Logan Nguyen, co-founder and CMO at NCHC, a health and wellness magazine, told CMSWire that global disruptions like the COVID-19 pandemic have had a major impact on customer experience. "Although recovery is slow, it’s certain that a few things that people experienced during the disruption will likely continue even after life snaps back to normalcy,” said Nguyen. “For example, financial services and medical sectors have continued to offer video consultations two years after the pandemic.” Nguyen said that we’re living in an era where customers want brands to care about their needs and emotions. “This further drives the need for brands to deliver better customer experiences to address the changing customer needs."
Data and agile insight-driven strategies became even more critical. Innovation thrived out of necessity, with new opportunities in areas like ecommerce, delivery, streaming and virtual events making up for halted in-person activities. Influencers and user-generated content drove authenticity and relationships. Overall, COVID-19 forced brands to rapidly rethink and invest in more flexible, personalized digital marketing reflecting the new realities of the pandemic.
Adaptability to Change
Businesses remained operational and often profitable during the pandemic by adapting to the situation, learning to rethink the way they connected with customers, suppliers, employees and other businesses. Remaining agile and adaptable during a period of crisis, and adapting to customers’ radically shifting needs became the common goal for most customer-facing brands. “It has become more important for companies to pay attention to customer needs and let them know the resources or measures they’ve put in place to meet those needs,” said Nguyen.
“Adopting customer experience strategies that align with changing consumer behavior can go a long way in establishing a strong relationship with customers and achieving sustainable business growth.” Nguyen explained that by understanding consumer behavior, brands are able to stay relevant and competitive in the constantly-evolving business environment.
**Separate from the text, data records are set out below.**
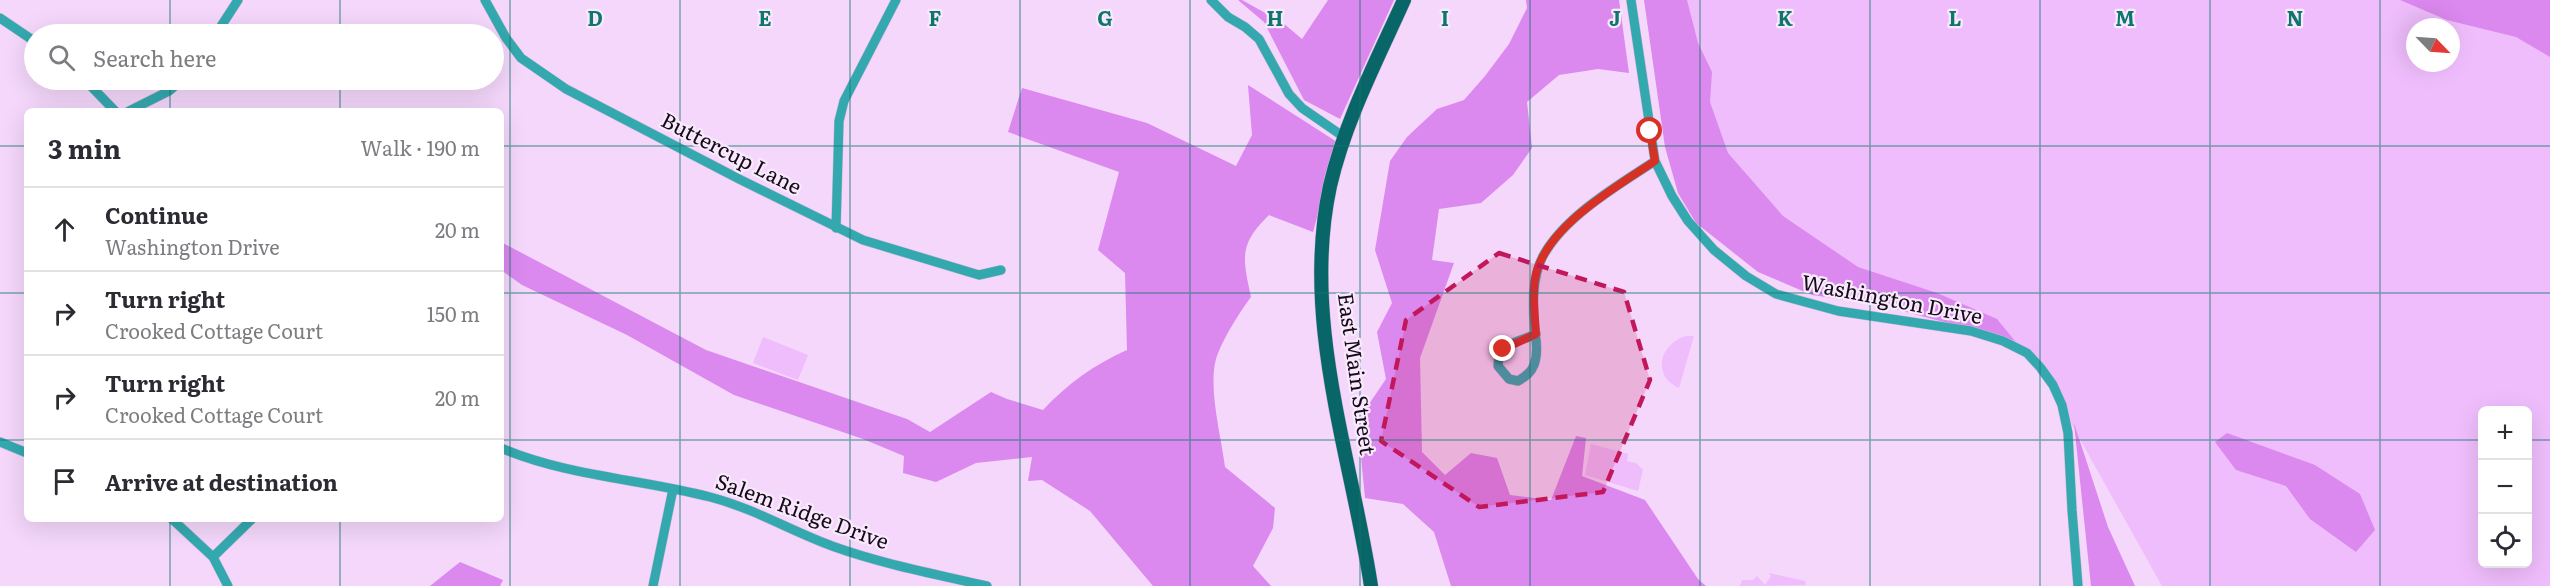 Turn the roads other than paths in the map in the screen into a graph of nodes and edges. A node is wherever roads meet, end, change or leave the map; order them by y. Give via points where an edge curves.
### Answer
1 (238, 0) edge
2 (485, 0) edge
3 (896, 0) edge
4 (1211, 0) edge
5 (1404, 0) edge
6 (1631, 0) edge
7 (0, 18) edge
8 (222, 24) edge
9 (498, 24) edge
10 (24, 34) edge
11 (504, 34) edge
12 (95, 90) edge
13 (170, 90) edge
14 (112, 108) edge
15 (135, 108) edge
16 (1344, 137) junction
17 (1655, 161) junction
18 (836, 228) junction
19 (1001, 270) dead end
20 (1536, 334) junction
21 (0, 442) edge
22 (504, 449) edge
23 (24, 452) edge
24 (673, 489) junction
25 (175, 522) edge
26 (249, 522) edge
27 (213, 557) junction
28 (228, 586) edge
29 (653, 586) edge
30 (987, 586) edge
31 (1371, 586) edge
32 (2078, 586) edge

1 - 8 street
2 - 9 street, Buttercup Lane
3 - 18 street via 844,101 839,121
4 - 16 street via 1258,39 1289,94 1302,108
5 - 16 main road, East Main Street
6 - 17 street, Washington Drive
7 - 10 street
11 - 18 street, Buttercup Lane via 521,58 566,89
12 - 14 street
13 - 15 street
16 - 31 main road, East Main Street via 1325,218 1324,322 1334,397
17 - 20 street via 1605,194 1555,237 1535,277
17 - 32 street, Washington Drive via 1672,196 1707,243 1746,276 1776,294 1838,310 1971,331 2027,353 2053,385 2062,405 2068,433
18 - 19 street, Buttercup Lane via 925,261 979,275
20 - 20 street via 1503,349 1498,357 1498,366 1509,379 1518,381 1534,367
21 - 23 street
22 - 24 street, Salem Ridge Drive via 549,464
24 - 29 street
24 - 30 street, Salem Ridge Drive via 742,507 872,559
25 - 27 street
26 - 27 street
27 - 28 street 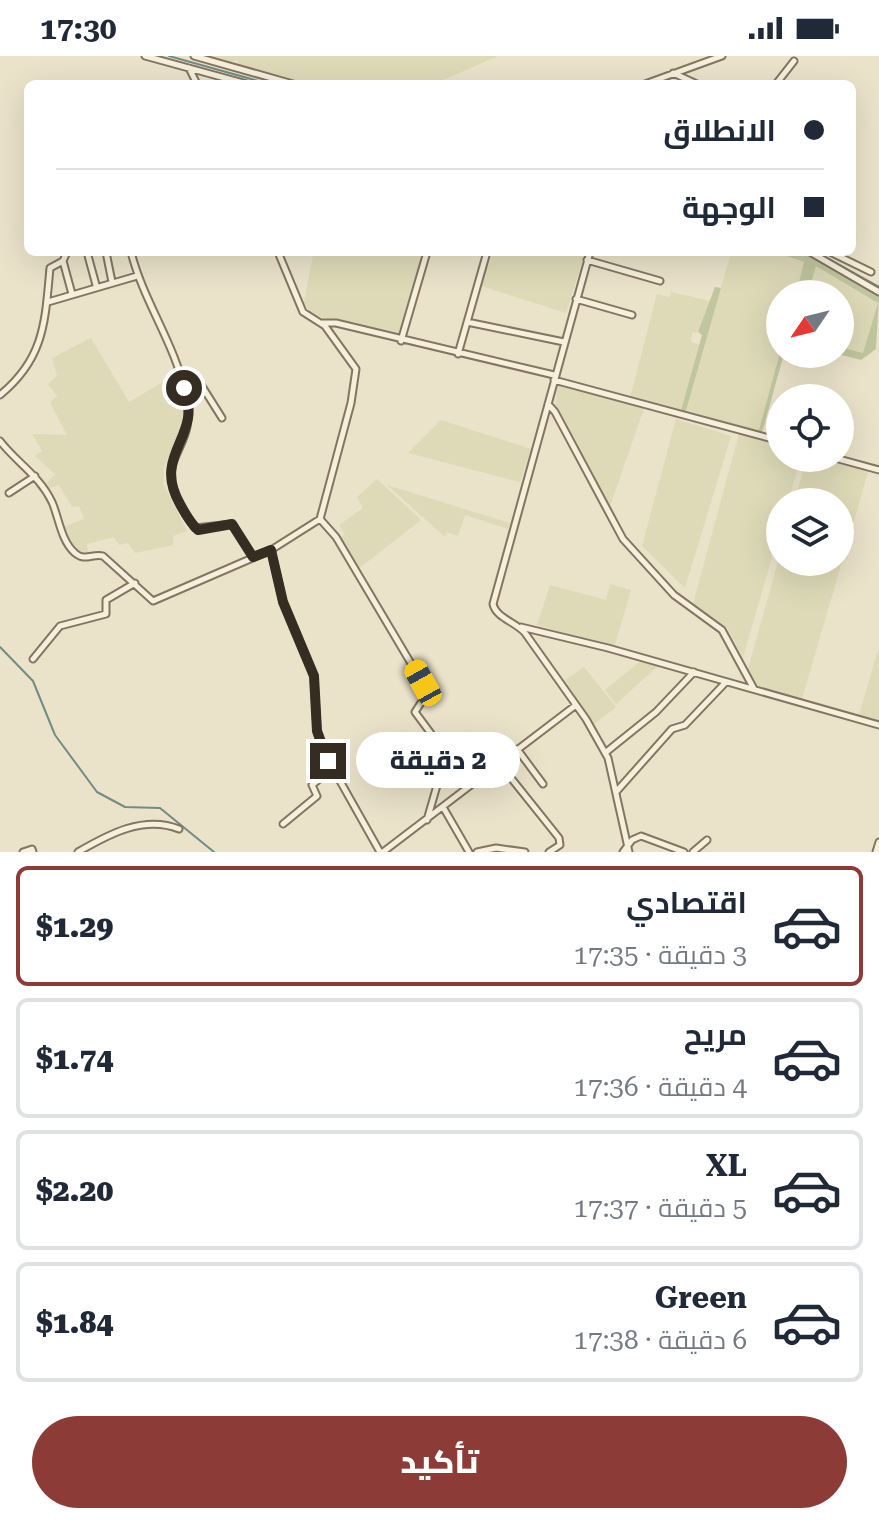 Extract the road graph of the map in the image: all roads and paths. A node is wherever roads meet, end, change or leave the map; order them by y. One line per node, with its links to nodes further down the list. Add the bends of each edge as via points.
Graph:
1 (145, 56): 5 (street)
2 (194, 56): 9 (street)
3 (722, 56): 6 (street)
4 (794, 61): 12 (street)
5 (189, 68): 7 (street); 8 (street)
6 (673, 73): 10 (street); 11 (street)
7 (195, 80)
8 (232, 80)
9 (279, 80)
10 (661, 80)
11 (688, 80)
12 (779, 80)
13 (67, 256): 24 (street)
14 (88, 256): 29 (street)
15 (107, 256): 28 (street)
16 (132, 256): 26 (street)
17 (280, 256): 36 (street, via 303,312)
18 (426, 256): 37 (street)
19 (486, 256): 35 (street)
20 (588, 256): 23 (street)
21 (817, 256): 30 (street)
22 (838, 256): 25 (street)
23 (587, 260): 27 (street); 32 (street)
24 (63, 261): 31 (street); 33 (street, via 50,268)
25 (871, 272)
26 (137, 276): 28 (street); 41 (street, via 173,346)
27 (660, 281)
28 (112, 282): 29 (street)
29 (96, 285): 31 (street)
30 (879, 292)
31 (72, 294): 33 (street)
32 (576, 299): 34 (street); 38 (street)
33 (48, 302): 42 (street, via 39,347)
34 (632, 315)
35 (467, 321): 38 (street); 39 (street)
36 (321, 323): 37 (street); 51 (street, via 343,347 356,373)
37 (401, 341): 39 (street)
38 (564, 342): 40 (street)
39 (458, 354): 40 (street)
40 (554, 378): 43 (street); 45 (street)
41 (184, 388): 44 (street, via 200,383); 53 (street, via 185,434 169,471 171,488 195,528 232,524)
42 (0, 395)
43 (548, 404): 55 (street, via 493,604 496,613); 59 (street, via 623,539 672,593 722,630)
44 (222, 418)
45 (766, 437)
46 (0, 441): 49 (street)
47 (854, 463): 48 (street)
48 (879, 470)
49 (35, 476): 50 (street); 54 (street, via 71,548 85,558 101,555)
50 (9, 493)
51 (320, 519): 52 (street); 69 (street, via 336,537 425,687 415,712 435,739 438,782)
52 (271, 550): 53 (street); 65 (street, via 283,602 314,676 317,731)
53 (253, 557): 54 (street, via 154,601)
54 (135, 583): 56 (street, via 106,600 106,614 60,626)
55 (520, 627): 57 (street); 60 (street)
56 (33, 659)
57 (694, 672): 58 (street); 63 (street, via 656,712)
58 (726, 682): 59 (street); 67 (street, via 685,725 672,729)
59 (754, 689): 61 (street)
60 (576, 705): 62 (street); 63 (street)
61 (879, 725)
62 (517, 749): 64 (street); 66 (street)
63 (605, 753): 67 (street)
64 (499, 763): 68 (street); 83 (street, via 559,838 560,845)
65 (333, 768): 70 (street, via 312,785 317,796); 79 (street)
66 (543, 784)
67 (616, 792): 74 (street)
68 (443, 807): 69 (street); 80 (street)
69 (427, 820): 79 (street)
70 (283, 824)
71 (179, 829): 78 (street, via 148,822)
72 (707, 840): 86 (street)
73 (879, 842): 87 (street)
74 (629, 848): 84 (street); 85 (street, via 641,836)
75 (498, 850): 81 (street); 82 (street)
76 (23, 852): 77 (street)
77 (33, 852)
78 (78, 852)
79 (382, 852)
80 (469, 852)
81 (477, 852)
82 (525, 852)
83 (549, 852)
84 (623, 852)
85 (684, 852)
86 (693, 852)
87 (876, 852)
Regardless of the crisis, those brands that prospered were able to adapt their business practices, up to and including the actual location where their employees worked. “The COVID-19 pandemic has forced many companies around the world to adopt a work-from-home approach,” said Nguyen. “However, as we see today, this was just the beginning of what has now evolved into a hybrid work model. All these approaches have been centered on technology,” said Nguyen, who added that customer experience leaders can invest in different technologies, such as chatbots, data technology, and natural language processing (NLP) voice chats, to enhance customer experience. Agile brands are able to align messaging and campaigns in real-time as markets change, while implementing digital solutions to replace disrupted channels.
Adopting flexible operations encourages innovation even with limited resources. A focus on customer experience builds loyalty when it matters most. Ultimately, agility enables brands to take decisive action and creative solutions that align with customers during uncertainty, which drives resilience.
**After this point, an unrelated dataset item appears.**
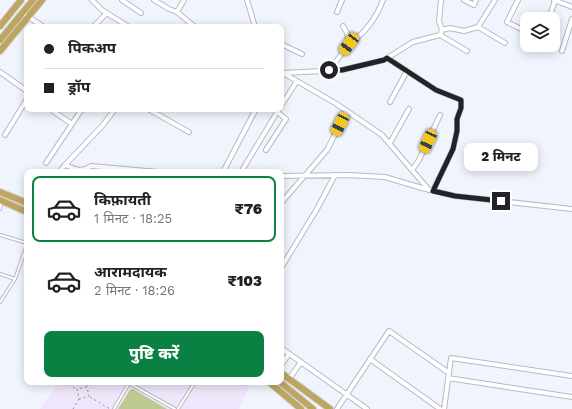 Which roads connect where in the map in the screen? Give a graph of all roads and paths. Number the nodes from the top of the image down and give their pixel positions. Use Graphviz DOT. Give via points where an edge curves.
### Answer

Final Thoughts on Adapting CX Strategies
The past two decades have shown that brands must remain agile and put the customer first, especially during times of crisis. Global disruptions have forced brands to rapidly adapt their customer experience strategies to the changing behaviors and needs of their customers. The common thread is recognizing shifts in customer expectations and focusing on empathy, communication, and innovation to provide reassuring, personalized experiences. By maintaining flexibility and prioritizing the customer experience, brands can weather even the most challenging disruptions.